The director of the conservatory died, and Andreas Döderlein, who, by virtue of his achievements and his personality, had the first right to the vacant position, was appointed to it. His former colleagues were stout in their contention that the appointment cost him many a bitter visit to the powers that be. Döderlein read envy in their eyes and smiled to himself.
But it was a hard life. “Art cannot live without bread,” said Döderlein, with a heroic glance into the future. “But oh, what works I could bring out if I only had time! Give me time, time, and,” swinging his hands cloudward, “the eagles above would greet me!”
IX
Herr Carovius and death were intimate friends. Whenever death had an errand to run, it always knocked on Herr Carovius’s door, as if to find a person who approved of its deeds and who had a just appreciation of them, for there were so many of the other kind.

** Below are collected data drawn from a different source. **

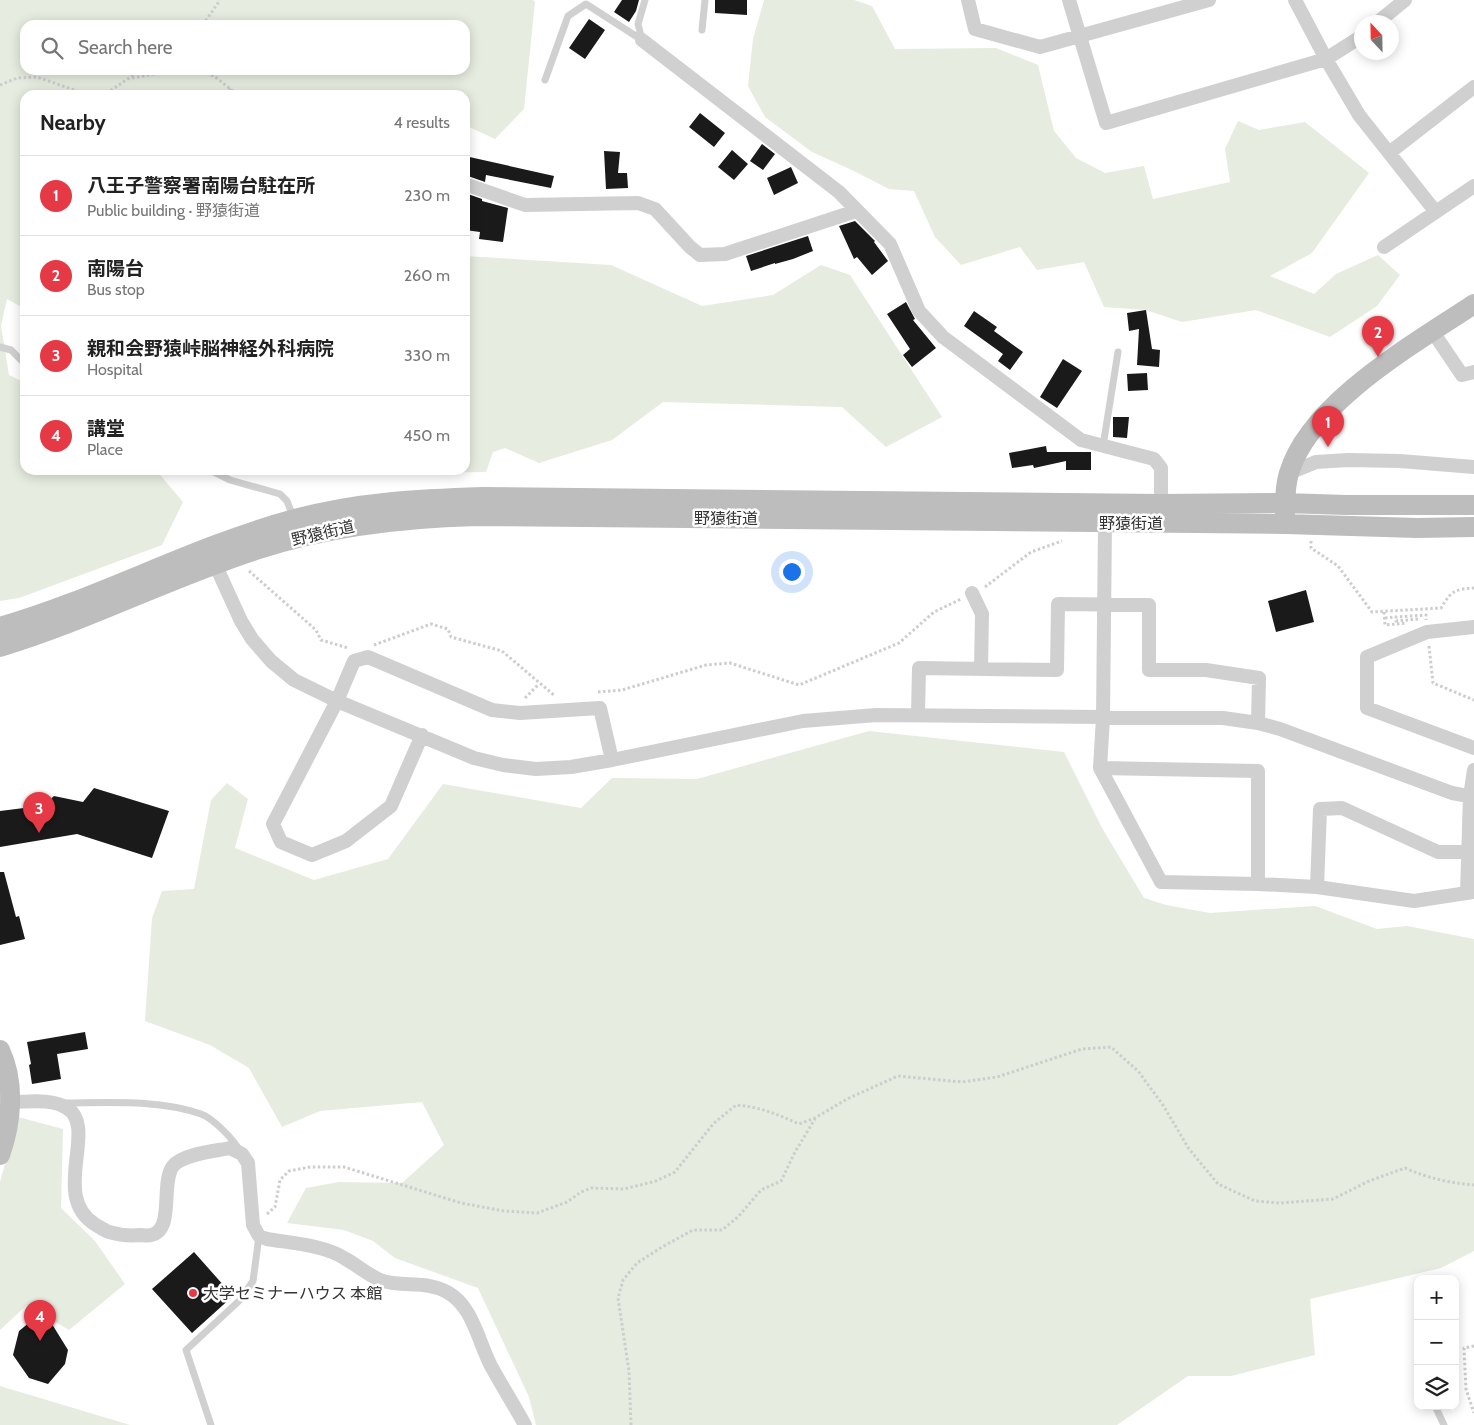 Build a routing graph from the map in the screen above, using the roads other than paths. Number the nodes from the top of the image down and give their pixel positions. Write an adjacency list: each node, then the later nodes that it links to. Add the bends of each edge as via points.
1 (645, 0): 11 (lane, via 638,24)
2 (705, 0): 9 (lane)
3 (968, 0): 10 (street, via 975,29 1040,47)
4 (1069, 0): 10 (street)
5 (1209, 0): 10 (street)
6 (1295, 0): 13 (street)
7 (1405, 0): 8 (street)
8 (1387, 15)
9 (702, 30)
10 (1079, 35): 13 (street, via 1106,123)
11 (642, 40): 14 (lane, via 586,4 568,16); 19 (street, via 804,164 839,192)
12 (1354, 41): 13 (street)
13 (1326, 59): 16 (street, via 1359,115)
14 (545, 80)
15 (1474, 87): 16 (street)
16 (1389, 153): 20 (street)
17 (470, 186): 19 (street, via 525,205 638,203 655,210 700,255 725,254)
18 (1474, 186): 20 (street)
19 (856, 211): 28 (street, via 890,244 919,312 943,337 1081,440)
20 (1435, 211): 21 (street)
21 (1384, 247)
22 (1474, 304): 23 (main road)
23 (1433, 332): 27 (street, via 1462,374); 30 (main road, via 1365,378 1334,406 1307,437)
24 (0, 347): 26 (lane, via 11,350)
25 (1118, 352): 28 (lane)
26 (20, 359)
27 (1474, 372)
28 (1103, 446): 33 (street, via 1154,459 1161,468)
29 (1474, 467): 30 (street, via 1348,460 1316,462)
30 (1289, 474): 32 (main road)
31 (220, 475): 35 (lane, via 280,494)
32 (1285, 503): 33 (main road, 野猿街道); 34 (main road, 野猿街道); 37 (main road)
33 (1161, 504): 35 (main road, 野猿街道, via 483,497 412,499)
34 (1474, 505)
35 (295, 519): 42 (main road, 野猿街道, via 206,548 72,603)
36 (1105, 523): 37 (main road, 野猿街道); 39 (main road, 野猿街道, via 438,517 367,523 333,530 261,548); 41 (street)
37 (1285, 524): 38 (main road, 野猿街道, via 1417,528)
38 (1474, 526)
39 (215, 564): 44 (main road, 野猿街道, via 64,626); 46 (street, via 241,621 271,662 294,680)
40 (972, 593): 45 (street, via 982,614)
41 (1104, 604): 45 (street, via 1058,604 1057,670); 48 (street); 49 (street, via 1149,605 1149,670 1206,670 1259,678)
42 (0, 627)
43 (1474, 627): 51 (street, via 1427,632 1368,656 1367,708)
44 (0, 647)
45 (981, 669): 47 (street, via 919,668)
46 (337, 701): 50 (street); 50 (street, via 273,824 281,842 312,854 346,841 391,806); 52 (street, via 354,661 368,657 492,710 520,713 600,708)
47 (918, 716): 48 (street); 52 (street, via 876,715 803,721)
48 (1103, 718): 49 (street, via 1223,718); 53 (street)
49 (1258, 723): 55 (street, via 1452,793)
50 (422, 735): 52 (street, via 474,758 503,766 536,769)
51 (1474, 748)
52 (612, 760)
53 (1100, 768): 57 (street, via 1162,882); 57 (street, via 1258,771)
54 (1474, 770): 55 (street)
55 (1472, 796): 56 (street)
56 (1472, 852): 58 (street, via 1438,852 1342,808 1320,809); 59 (street)
57 (1258, 884): 58 (street)
58 (1317, 887): 59 (street, via 1414,901)
59 (1470, 892)
60 (2, 1059): 61 (main road)
61 (10, 1102): 62 (street); 64 (main road)
62 (54, 1102): 63 (lane, via 156,1103 203,1114 233,1140); 63 (street, via 68,1108 75,1116 78,1129 74,1196 79,1209 91,1222 108,1232 153,1235 162,1228 168,1179 173,1166 182,1158 230,1148)
63 (242, 1154): 65 (street, via 248,1162)
64 (0, 1155)
65 (256, 1231): 67 (lane, via 252,1281 240,1300 186,1350); 68 (street, via 267,1239 327,1250 382,1281 430,1285 448,1292 463,1305 490,1364)
66 (1437, 1410): 69 (lane)
67 (211, 1425)
68 (525, 1425)
69 (1444, 1425)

But when Herr Carovius heard that Eleanore Nothafft had died, he felt that his old friend had gone a bit too far. He was touched. He was seized with griping pains in the abdominal region, and locked himself up for the period of one whole day in his court room. There he was taken down with catalepsy; his face went through a horrible transformation: it came to look as if all the wickedness, hopelessness, and despair of the man who had never become reconciled to life through love had been concentrated in it and petrified.
His forebodings had come true.
Eleanore’s funeral took place on a rainy June day. Herr Carovius, dressed in his shabby old yellow raincoat with its big pockets, was present. There were also many others present. Every face was touched with grief; every eye was filled with tears, like the earth round about. Those who had not known her had at least heard of her. They had known that she had been there in some capacity, just as one hears of some unusual phenomenon among the celestial bodies, and that she was gone; that she was no more to be seen. For one moment at least all these people were changed into deep, seeing, feeling beings; for one moment they laid aside their fruitless activities, their petty misdeeds, desires, anxieties, and vanities, and became conscious of the fact that the truth, purity, love, and loveliness of this earth had been decreased.